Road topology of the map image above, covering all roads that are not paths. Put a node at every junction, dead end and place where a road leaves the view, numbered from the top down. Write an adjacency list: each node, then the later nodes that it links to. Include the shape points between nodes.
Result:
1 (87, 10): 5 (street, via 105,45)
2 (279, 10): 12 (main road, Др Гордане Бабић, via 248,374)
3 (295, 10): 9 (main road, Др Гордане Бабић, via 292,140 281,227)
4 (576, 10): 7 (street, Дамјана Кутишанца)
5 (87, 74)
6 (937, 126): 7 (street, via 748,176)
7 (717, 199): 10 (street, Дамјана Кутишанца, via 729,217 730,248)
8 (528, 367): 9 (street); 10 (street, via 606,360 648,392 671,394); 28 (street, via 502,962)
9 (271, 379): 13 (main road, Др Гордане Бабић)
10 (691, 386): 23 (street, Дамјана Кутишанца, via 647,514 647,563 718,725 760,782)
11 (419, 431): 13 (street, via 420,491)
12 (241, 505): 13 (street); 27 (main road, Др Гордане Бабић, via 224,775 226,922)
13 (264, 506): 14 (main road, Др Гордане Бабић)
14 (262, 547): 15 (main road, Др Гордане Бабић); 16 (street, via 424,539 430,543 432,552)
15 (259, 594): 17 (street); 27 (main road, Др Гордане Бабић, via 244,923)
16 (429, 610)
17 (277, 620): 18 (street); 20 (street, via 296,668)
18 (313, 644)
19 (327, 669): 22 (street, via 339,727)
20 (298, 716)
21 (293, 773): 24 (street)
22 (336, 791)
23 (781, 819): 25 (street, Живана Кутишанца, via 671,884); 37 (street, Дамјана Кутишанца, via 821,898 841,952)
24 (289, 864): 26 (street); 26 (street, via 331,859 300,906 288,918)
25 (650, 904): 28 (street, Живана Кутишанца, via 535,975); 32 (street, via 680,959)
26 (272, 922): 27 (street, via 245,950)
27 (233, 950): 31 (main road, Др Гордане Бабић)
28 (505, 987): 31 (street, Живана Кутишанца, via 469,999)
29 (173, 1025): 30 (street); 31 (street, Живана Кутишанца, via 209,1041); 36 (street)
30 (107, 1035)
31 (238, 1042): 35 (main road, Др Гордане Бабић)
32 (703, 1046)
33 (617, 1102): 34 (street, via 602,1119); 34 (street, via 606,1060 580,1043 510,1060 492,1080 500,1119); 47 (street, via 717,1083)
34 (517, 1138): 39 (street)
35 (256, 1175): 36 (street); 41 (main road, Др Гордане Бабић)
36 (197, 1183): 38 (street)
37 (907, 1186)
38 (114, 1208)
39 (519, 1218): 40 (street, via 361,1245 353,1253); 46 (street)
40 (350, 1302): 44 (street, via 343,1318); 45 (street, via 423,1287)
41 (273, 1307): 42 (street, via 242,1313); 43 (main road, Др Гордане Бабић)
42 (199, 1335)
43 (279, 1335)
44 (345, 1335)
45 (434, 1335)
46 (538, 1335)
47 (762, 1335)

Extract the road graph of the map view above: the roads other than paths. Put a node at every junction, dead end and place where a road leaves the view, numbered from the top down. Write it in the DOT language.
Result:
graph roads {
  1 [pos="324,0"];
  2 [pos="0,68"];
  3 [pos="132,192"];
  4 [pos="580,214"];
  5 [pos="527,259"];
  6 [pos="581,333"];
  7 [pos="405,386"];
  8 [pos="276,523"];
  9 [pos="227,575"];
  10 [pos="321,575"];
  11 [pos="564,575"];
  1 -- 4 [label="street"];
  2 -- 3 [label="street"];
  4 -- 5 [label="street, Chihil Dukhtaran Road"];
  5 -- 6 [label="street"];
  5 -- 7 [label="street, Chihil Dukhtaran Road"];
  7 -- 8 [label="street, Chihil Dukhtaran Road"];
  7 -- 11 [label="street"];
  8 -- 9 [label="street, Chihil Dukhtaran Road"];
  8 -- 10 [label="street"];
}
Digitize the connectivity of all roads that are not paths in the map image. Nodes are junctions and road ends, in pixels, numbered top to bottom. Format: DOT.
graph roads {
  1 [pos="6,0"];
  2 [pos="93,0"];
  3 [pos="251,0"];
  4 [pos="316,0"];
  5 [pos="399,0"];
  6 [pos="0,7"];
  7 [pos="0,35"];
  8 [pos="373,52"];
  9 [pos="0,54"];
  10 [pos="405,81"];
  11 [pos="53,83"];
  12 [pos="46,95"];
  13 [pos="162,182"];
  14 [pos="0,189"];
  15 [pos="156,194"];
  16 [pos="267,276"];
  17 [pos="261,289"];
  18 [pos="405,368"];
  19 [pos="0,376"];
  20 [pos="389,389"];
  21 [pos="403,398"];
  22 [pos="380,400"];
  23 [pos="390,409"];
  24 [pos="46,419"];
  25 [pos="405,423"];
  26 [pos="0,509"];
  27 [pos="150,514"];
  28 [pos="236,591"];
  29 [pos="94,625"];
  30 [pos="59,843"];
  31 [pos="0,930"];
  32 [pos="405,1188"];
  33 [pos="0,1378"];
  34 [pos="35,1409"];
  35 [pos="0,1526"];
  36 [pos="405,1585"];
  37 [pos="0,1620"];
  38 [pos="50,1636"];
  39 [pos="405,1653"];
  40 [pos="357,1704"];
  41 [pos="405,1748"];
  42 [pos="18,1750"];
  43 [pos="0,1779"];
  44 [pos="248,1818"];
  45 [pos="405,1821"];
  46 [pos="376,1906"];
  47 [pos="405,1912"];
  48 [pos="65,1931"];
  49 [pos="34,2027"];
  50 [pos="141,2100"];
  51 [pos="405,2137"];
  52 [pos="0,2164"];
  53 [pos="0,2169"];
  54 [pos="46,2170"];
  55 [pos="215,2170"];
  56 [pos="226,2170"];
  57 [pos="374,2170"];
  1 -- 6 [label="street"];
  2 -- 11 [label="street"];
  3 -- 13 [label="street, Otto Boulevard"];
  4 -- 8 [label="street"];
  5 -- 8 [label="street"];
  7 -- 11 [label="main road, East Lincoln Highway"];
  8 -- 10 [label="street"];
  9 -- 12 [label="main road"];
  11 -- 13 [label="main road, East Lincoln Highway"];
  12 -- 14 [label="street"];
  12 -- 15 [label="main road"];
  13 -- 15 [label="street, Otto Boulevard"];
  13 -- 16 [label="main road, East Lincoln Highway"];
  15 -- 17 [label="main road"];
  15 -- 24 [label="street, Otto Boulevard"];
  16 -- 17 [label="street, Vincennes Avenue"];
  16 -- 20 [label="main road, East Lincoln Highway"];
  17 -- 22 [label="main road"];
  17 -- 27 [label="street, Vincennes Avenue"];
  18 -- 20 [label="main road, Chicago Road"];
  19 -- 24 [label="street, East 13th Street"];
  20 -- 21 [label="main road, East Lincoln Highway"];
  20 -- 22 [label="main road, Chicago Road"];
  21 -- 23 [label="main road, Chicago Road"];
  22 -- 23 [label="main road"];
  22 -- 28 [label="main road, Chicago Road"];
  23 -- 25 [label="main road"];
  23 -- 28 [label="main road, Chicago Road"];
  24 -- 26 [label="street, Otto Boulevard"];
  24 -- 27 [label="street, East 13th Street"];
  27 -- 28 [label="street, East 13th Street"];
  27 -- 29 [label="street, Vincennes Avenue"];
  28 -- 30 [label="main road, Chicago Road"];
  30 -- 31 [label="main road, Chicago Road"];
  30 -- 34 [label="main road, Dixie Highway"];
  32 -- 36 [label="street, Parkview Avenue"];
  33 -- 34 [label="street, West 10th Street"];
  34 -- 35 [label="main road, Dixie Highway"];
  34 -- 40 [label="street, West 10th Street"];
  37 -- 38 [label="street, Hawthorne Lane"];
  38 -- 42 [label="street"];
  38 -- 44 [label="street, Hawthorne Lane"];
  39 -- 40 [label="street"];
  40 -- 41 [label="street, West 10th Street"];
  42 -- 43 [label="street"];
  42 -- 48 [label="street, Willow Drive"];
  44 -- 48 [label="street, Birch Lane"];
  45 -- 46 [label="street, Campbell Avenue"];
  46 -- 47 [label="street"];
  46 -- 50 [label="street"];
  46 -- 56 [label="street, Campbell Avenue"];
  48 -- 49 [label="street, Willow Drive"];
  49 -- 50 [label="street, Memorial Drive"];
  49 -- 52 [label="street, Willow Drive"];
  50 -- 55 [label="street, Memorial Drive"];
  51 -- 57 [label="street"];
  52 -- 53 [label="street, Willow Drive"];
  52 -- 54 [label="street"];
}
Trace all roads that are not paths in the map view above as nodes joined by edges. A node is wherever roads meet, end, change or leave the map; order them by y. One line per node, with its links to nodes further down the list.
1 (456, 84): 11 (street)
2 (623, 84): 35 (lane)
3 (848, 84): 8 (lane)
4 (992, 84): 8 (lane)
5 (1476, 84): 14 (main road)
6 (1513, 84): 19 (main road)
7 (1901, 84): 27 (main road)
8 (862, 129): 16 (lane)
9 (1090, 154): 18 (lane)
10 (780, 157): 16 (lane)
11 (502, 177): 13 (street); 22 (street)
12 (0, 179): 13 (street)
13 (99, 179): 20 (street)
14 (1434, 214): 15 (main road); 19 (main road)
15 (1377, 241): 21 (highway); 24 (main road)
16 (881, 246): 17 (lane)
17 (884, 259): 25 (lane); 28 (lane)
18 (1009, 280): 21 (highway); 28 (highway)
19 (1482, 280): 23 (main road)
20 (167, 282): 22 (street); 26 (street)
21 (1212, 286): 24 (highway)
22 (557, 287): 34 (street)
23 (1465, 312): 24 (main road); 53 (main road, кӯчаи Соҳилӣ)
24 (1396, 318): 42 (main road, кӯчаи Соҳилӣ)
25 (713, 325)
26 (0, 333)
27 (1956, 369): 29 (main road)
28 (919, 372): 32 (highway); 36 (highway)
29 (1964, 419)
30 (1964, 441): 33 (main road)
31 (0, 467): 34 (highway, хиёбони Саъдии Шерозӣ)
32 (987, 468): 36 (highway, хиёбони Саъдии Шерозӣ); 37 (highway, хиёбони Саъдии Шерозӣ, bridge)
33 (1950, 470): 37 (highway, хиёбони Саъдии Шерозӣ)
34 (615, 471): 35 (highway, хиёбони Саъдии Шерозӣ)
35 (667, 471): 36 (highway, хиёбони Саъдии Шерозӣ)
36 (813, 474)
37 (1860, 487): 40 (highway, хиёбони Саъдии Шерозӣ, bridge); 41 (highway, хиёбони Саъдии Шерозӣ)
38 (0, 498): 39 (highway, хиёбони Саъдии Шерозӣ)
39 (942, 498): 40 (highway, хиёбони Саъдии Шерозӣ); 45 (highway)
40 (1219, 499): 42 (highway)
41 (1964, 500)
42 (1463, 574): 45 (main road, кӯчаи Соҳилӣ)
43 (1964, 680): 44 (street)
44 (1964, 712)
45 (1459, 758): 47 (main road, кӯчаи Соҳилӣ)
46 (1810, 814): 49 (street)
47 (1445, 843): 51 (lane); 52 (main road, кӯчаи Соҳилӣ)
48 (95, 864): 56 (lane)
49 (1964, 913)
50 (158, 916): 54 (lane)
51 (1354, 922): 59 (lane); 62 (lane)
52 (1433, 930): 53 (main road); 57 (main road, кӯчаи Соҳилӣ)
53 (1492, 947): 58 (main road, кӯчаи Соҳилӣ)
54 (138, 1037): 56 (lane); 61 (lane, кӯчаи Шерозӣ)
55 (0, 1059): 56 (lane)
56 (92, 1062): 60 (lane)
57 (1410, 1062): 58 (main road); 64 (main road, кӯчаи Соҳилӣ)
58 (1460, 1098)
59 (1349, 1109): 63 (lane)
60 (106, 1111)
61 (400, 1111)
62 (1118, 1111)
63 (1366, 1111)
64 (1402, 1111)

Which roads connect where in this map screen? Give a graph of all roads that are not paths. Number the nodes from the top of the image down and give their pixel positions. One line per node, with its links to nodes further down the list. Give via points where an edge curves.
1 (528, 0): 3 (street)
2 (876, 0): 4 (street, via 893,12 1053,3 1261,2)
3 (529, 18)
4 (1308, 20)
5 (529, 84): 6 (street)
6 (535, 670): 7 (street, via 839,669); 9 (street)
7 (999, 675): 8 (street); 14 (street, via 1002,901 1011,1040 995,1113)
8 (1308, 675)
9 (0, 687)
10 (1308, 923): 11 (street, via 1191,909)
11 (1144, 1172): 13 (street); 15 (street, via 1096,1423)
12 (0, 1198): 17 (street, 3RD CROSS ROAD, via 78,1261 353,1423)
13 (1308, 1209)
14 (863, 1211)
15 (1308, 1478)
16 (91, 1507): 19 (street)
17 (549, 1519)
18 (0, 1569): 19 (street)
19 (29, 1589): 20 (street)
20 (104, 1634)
───
◆ About this task ◆
Look through the data above. Copy every line with the string "Campbell" in it.

◆ Response to this task ◆
  45 -- 46 [label="street, Campbell Avenue"];
  46 -- 56 [label="street, Campbell Avenue"];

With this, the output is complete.